Given data:

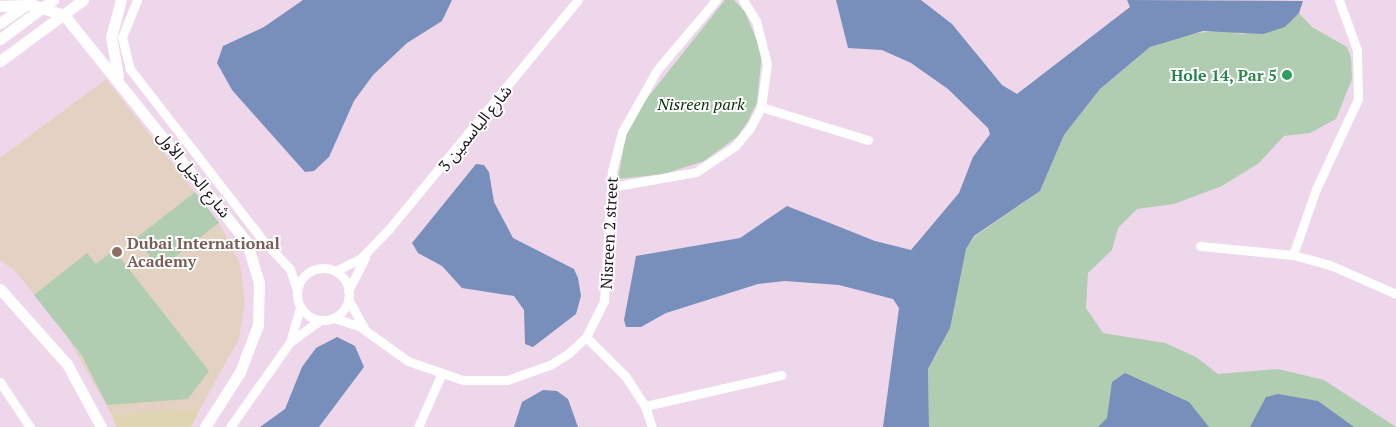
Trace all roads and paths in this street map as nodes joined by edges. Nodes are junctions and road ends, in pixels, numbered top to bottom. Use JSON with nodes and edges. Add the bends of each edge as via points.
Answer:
{"nodes":[{"id":1,"x":9,"y":0,"type":"edge"},
{"id":2,"x":32,"y":0,"type":"edge"},
{"id":3,"x":53,"y":0,"type":"edge"},
{"id":4,"x":83,"y":0,"type":"edge"},
{"id":5,"x":120,"y":0,"type":"edge"},
{"id":6,"x":137,"y":0,"type":"edge"},
{"id":7,"x":578,"y":0,"type":"edge"},
{"id":8,"x":716,"y":0,"type":"edge"},
{"id":9,"x":743,"y":0,"type":"edge"},
{"id":10,"x":1339,"y":0,"type":"edge"},
{"id":11,"x":0,"y":6,"type":"edge"},
{"id":12,"x":64,"y":16,"type":"junction"},
{"id":13,"x":0,"y":23,"type":"edge"},
{"id":14,"x":0,"y":39,"type":"edge"},
{"id":15,"x":0,"y":61,"type":"edge"},
{"id":16,"x":126,"y":91,"type":"junction"},
{"id":17,"x":761,"y":108,"type":"junction"},
{"id":18,"x":868,"y":140,"type":"dead end"},
{"id":19,"x":611,"y":187,"type":"junction"},
{"id":20,"x":1200,"y":246,"type":"dead end"},
{"id":21,"x":368,"y":253,"type":"junction"},
{"id":22,"x":1293,"y":255,"type":"junction"},
{"id":23,"x":334,"y":271,"type":"junction"},
{"id":24,"x":0,"y":289,"type":"edge"},
{"id":25,"x":297,"y":292,"type":"junction"},
{"id":26,"x":1396,"y":294,"type":"edge"},
{"id":27,"x":348,"y":295,"type":"junction"},
{"id":28,"x":300,"y":307,"type":"junction"},
{"id":29,"x":334,"y":318,"type":"junction"},
{"id":30,"x":320,"y":320,"type":"junction"},
{"id":31,"x":366,"y":330,"type":"junction"},
{"id":32,"x":586,"y":337,"type":"junction"},
{"id":33,"x":290,"y":342,"type":"junction"},
{"id":34,"x":441,"y":374,"type":"junction"},
{"id":35,"x":782,"y":375,"type":"dead end"},
{"id":36,"x":0,"y":382,"type":"edge"},
{"id":37,"x":645,"y":406,"type":"junction"},
{"id":38,"x":30,"y":427,"type":"edge"},
{"id":39,"x":101,"y":427,"type":"edge"},
{"id":40,"x":206,"y":427,"type":"edge"},
{"id":41,"x":230,"y":427,"type":"edge"},
{"id":42,"x":418,"y":427,"type":"edge"},
{"id":43,"x":652,"y":427,"type":"edge"}],
"edges":[{"from":1,"to":11,"type":"main road"},
{"from":2,"to":13,"type":"main road"},
{"from":3,"to":14,"type":"main road"},
{"from":4,"to":12,"type":"main road"},
{"from":5,"to":16,"type":"main road","via":[[111,50]]},
{"from":6,"to":25,"type":"street","via":[[122,37],[130,70],[290,269]]},
{"from":7,"to":21,"type":"street","name":"شارع الياسمين 3"},
{"from":8,"to":19,"type":"street","name":"Nisreen 2 street","via":[[657,70],[632,110],[615,155]]},
{"from":9,"to":17,"type":"street","via":[[756,21],[767,64]]},
{"from":10,"to":22,"type":"street","via":[[1357,50],[1358,99],[1316,189]]},
{"from":11,"to":12,"type":"main road","via":[[33,5]]},
{"from":12,"to":15,"type":"main road"},
{"from":12,"to":16,"type":"main road","name":"شارع الخيل الأول"},
{"from":16,"to":40,"type":"main road","name":"شارع الخيل الأول","via":[[236,225],[255,262],[260,304],[253,346]]},
{"from":17,"to":18,"type":"street"},
{"from":17,"to":19,"type":"street","via":[[734,146],[696,172]]},
{"from":19,"to":32,"type":"street","name":"Nisreen 2 street","via":[[609,280],[604,301]]},
{"from":20,"to":22,"type":"street"},
{"from":21,"to":23,"type":"street","name":"شارع الياسمين 3"},
{"from":21,"to":27,"type":"street","name":"شارع الياسمين 3"},
{"from":22,"to":26,"type":"street","via":[[1365,279]]},
{"from":23,"to":25,"type":"street","via":[[310,271]]},
{"from":23,"to":27,"type":"street"},
{"from":24,"to":39,"type":"main road","via":[[67,364]]},
{"from":25,"to":28,"type":"street"},
{"from":27,"to":29,"type":"street"},
{"from":27,"to":31,"type":"street","name":"Nisreen 2 street"},
{"from":28,"to":30,"type":"street"},
{"from":28,"to":33,"type":"street"},
{"from":29,"to":30,"type":"street"},
{"from":29,"to":31,"type":"street","name":"Nisreen 2 street"},
{"from":30,"to":33,"type":"street"},
{"from":31,"to":34,"type":"street","name":"Nisreen 2 street","via":[[408,361]]},
{"from":32,"to":34,"type":"street","name":"Nisreen 2 street","via":[[550,365],[522,376],[485,382]]},
{"from":32,"to":37,"type":"street","via":[[626,377]]},
{"from":33,"to":41,"type":"street"},
{"from":34,"to":42,"type":"street"},
{"from":35,"to":37,"type":"street"},
{"from":36,"to":38,"type":"street"},
{"from":37,"to":43,"type":"street"}]}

Work task:
Because only the text is wanted, repeat all the entries exactly and leave out the pictures.

Answer to this exercise:
Trace all roads and paths in this street map as nodes joined by edges. Nodes are junctions and road ends, in pixels, numbered top to bottom. Use JSON with nodes and edges. Add the bends of each edge as via points.
Answer:
{"nodes":[{"id":1,"x":9,"y":0,"type":"edge"},
{"id":2,"x":32,"y":0,"type":"edge"},
{"id":3,"x":53,"y":0,"type":"edge"},
{"id":4,"x":83,"y":0,"type":"edge"},
{"id":5,"x":120,"y":0,"type":"edge"},
{"id":6,"x":137,"y":0,"type":"edge"},
{"id":7,"x":578,"y":0,"type":"edge"},
{"id":8,"x":716,"y":0,"type":"edge"},
{"id":9,"x":743,"y":0,"type":"edge"},
{"id":10,"x":1339,"y":0,"type":"edge"},
{"id":11,"x":0,"y":6,"type":"edge"},
{"id":12,"x":64,"y":16,"type":"junction"},
{"id":13,"x":0,"y":23,"type":"edge"},
{"id":14,"x":0,"y":39,"type":"edge"},
{"id":15,"x":0,"y":61,"type":"edge"},
{"id":16,"x":126,"y":91,"type":"junction"},
{"id":17,"x":761,"y":108,"type":"junction"},
{"id":18,"x":868,"y":140,"type":"dead end"},
{"id":19,"x":611,"y":187,"type":"junction"},
{"id":20,"x":1200,"y":246,"type":"dead end"},
{"id":21,"x":368,"y":253,"type":"junction"},
{"id":22,"x":1293,"y":255,"type":"junction"},
{"id":23,"x":334,"y":271,"type":"junction"},
{"id":24,"x":0,"y":289,"type":"edge"},
{"id":25,"x":297,"y":292,"type":"junction"},
{"id":26,"x":1396,"y":294,"type":"edge"},
{"id":27,"x":348,"y":295,"type":"junction"},
{"id":28,"x":300,"y":307,"type":"junction"},
{"id":29,"x":334,"y":318,"type":"junction"},
{"id":30,"x":320,"y":320,"type":"junction"},
{"id":31,"x":366,"y":330,"type":"junction"},
{"id":32,"x":586,"y":337,"type":"junction"},
{"id":33,"x":290,"y":342,"type":"junction"},
{"id":34,"x":441,"y":374,"type":"junction"},
{"id":35,"x":782,"y":375,"type":"dead end"},
{"id":36,"x":0,"y":382,"type":"edge"},
{"id":37,"x":645,"y":406,"type":"junction"},
{"id":38,"x":30,"y":427,"type":"edge"},
{"id":39,"x":101,"y":427,"type":"edge"},
{"id":40,"x":206,"y":427,"type":"edge"},
{"id":41,"x":230,"y":427,"type":"edge"},
{"id":42,"x":418,"y":427,"type":"edge"},
{"id":43,"x":652,"y":427,"type":"edge"}],
"edges":[{"from":1,"to":11,"type":"main road"},
{"from":2,"to":13,"type":"main road"},
{"from":3,"to":14,"type":"main road"},
{"from":4,"to":12,"type":"main road"},
{"from":5,"to":16,"type":"main road","via":[[111,50]]},
{"from":6,"to":25,"type":"street","via":[[122,37],[130,70],[290,269]]},
{"from":7,"to":21,"type":"street","name":"شارع الياسمين 3"},
{"from":8,"to":19,"type":"street","name":"Nisreen 2 street","via":[[657,70],[632,110],[615,155]]},
{"from":9,"to":17,"type":"street","via":[[756,21],[767,64]]},
{"from":10,"to":22,"type":"street","via":[[1357,50],[1358,99],[1316,189]]},
{"from":11,"to":12,"type":"main road","via":[[33,5]]},
{"from":12,"to":15,"type":"main road"},
{"from":12,"to":16,"type":"main road","name":"شارع الخيل الأول"},
{"from":16,"to":40,"type":"main road","name":"شارع الخيل الأول","via":[[236,225],[255,262],[260,304],[253,346]]},
{"from":17,"to":18,"type":"street"},
{"from":17,"to":19,"type":"street","via":[[734,146],[696,172]]},
{"from":19,"to":32,"type":"street","name":"Nisreen 2 street","via":[[609,280],[604,301]]},
{"from":20,"to":22,"type":"street"},
{"from":21,"to":23,"type":"street","name":"شارع الياسمين 3"},
{"from":21,"to":27,"type":"street","name":"شارع الياسمين 3"},
{"from":22,"to":26,"type":"street","via":[[1365,279]]},
{"from":23,"to":25,"type":"street","via":[[310,271]]},
{"from":23,"to":27,"type":"street"},
{"from":24,"to":39,"type":"main road","via":[[67,364]]},
{"from":25,"to":28,"type":"street"},
{"from":27,"to":29,"type":"street"},
{"from":27,"to":31,"type":"street","name":"Nisreen 2 street"},
{"from":28,"to":30,"type":"street"},
{"from":28,"to":33,"type":"street"},
{"from":29,"to":30,"type":"street"},
{"from":29,"to":31,"type":"street","name":"Nisreen 2 street"},
{"from":30,"to":33,"type":"street"},
{"from":31,"to":34,"type":"street","name":"Nisreen 2 street","via":[[408,361]]},
{"from":32,"to":34,"type":"street","name":"Nisreen 2 street","via":[[550,365],[522,376],[485,382]]},
{"from":32,"to":37,"type":"street","via":[[626,377]]},
{"from":33,"to":41,"type":"street"},
{"from":34,"to":42,"type":"street"},
{"from":35,"to":37,"type":"street"},
{"from":36,"to":38,"type":"street"},
{"from":37,"to":43,"type":"street"}]}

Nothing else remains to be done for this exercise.